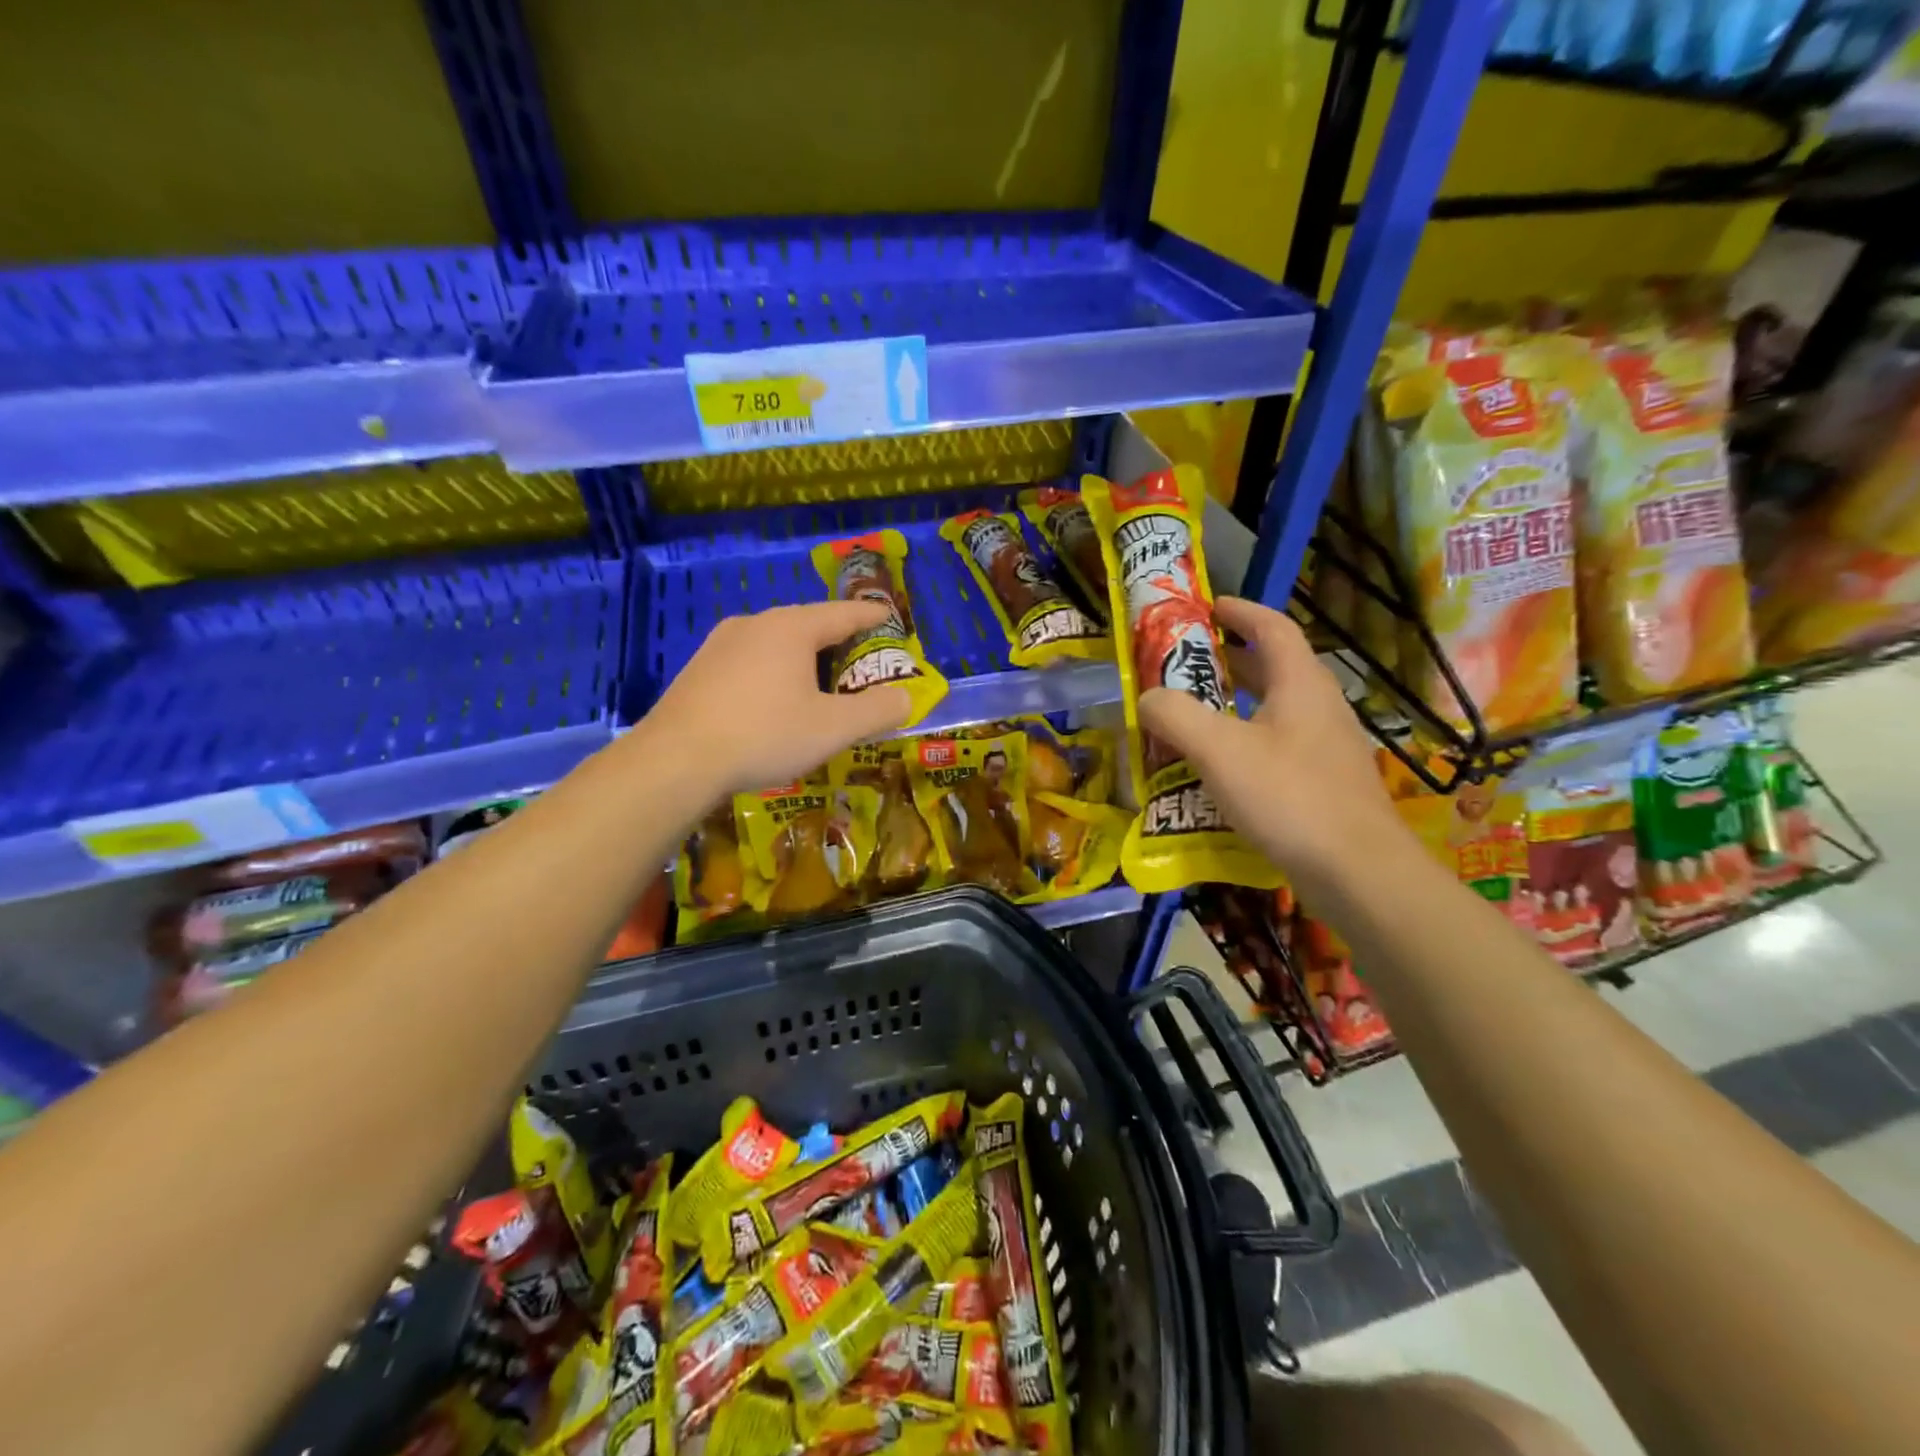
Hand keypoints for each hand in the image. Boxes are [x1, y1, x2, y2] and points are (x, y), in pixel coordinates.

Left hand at [644, 602, 912, 798]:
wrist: (675, 761)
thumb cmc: (764, 735)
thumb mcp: (834, 728)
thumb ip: (878, 711)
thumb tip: (906, 699)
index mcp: (792, 627)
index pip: (844, 613)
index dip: (872, 617)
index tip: (890, 618)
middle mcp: (755, 624)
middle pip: (809, 625)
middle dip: (838, 642)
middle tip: (860, 663)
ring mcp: (720, 644)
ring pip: (776, 643)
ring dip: (804, 660)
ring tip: (820, 685)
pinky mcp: (699, 669)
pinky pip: (750, 661)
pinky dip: (774, 673)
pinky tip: (774, 702)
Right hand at [1138, 596, 1408, 894]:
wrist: (1358, 872)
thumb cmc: (1288, 797)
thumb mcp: (1219, 750)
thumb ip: (1175, 715)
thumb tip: (1148, 698)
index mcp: (1300, 684)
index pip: (1272, 628)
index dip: (1239, 611)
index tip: (1207, 607)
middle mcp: (1319, 707)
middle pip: (1273, 667)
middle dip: (1229, 660)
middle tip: (1185, 665)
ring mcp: (1327, 747)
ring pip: (1275, 709)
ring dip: (1235, 704)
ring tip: (1193, 715)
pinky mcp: (1325, 783)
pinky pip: (1279, 746)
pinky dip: (1245, 742)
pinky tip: (1220, 770)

**What is being asked**
Which lines run from the one containing "middle pip: (809, 625)" through the end of the material? Output them exactly.

**Exercise result**
middle pip: (809, 625)
middle dip: (838, 642)
middle tip: (860, 663)
ring mcp: (720, 644)
ring pip: (776, 643)
ring dip: (804, 660)
ring tip: (820, 685)
pinky mcp: (699, 669)
pinky pip: (750, 661)
pinky dip: (774, 673)
pinky tip: (774, 702)
Right hand at [1138, 596, 1408, 894]:
wrist: (1358, 872)
thumb cmc: (1288, 797)
thumb mcp: (1219, 750)
thumb ip: (1175, 715)
thumb tip: (1148, 698)
index mcp: (1300, 684)
index pip: (1272, 628)
index dip: (1239, 611)
index tip: (1207, 607)
middle mcp: (1319, 707)
middle pip: (1273, 667)
middle dip: (1229, 660)
middle tip: (1185, 665)
ring mcp: (1327, 747)
ring pip: (1275, 709)
ring dip: (1235, 704)
ring tip: (1193, 715)
pinky mcp: (1325, 783)
pinky pip: (1279, 746)
pinky dip: (1245, 742)
pinky tip: (1220, 770)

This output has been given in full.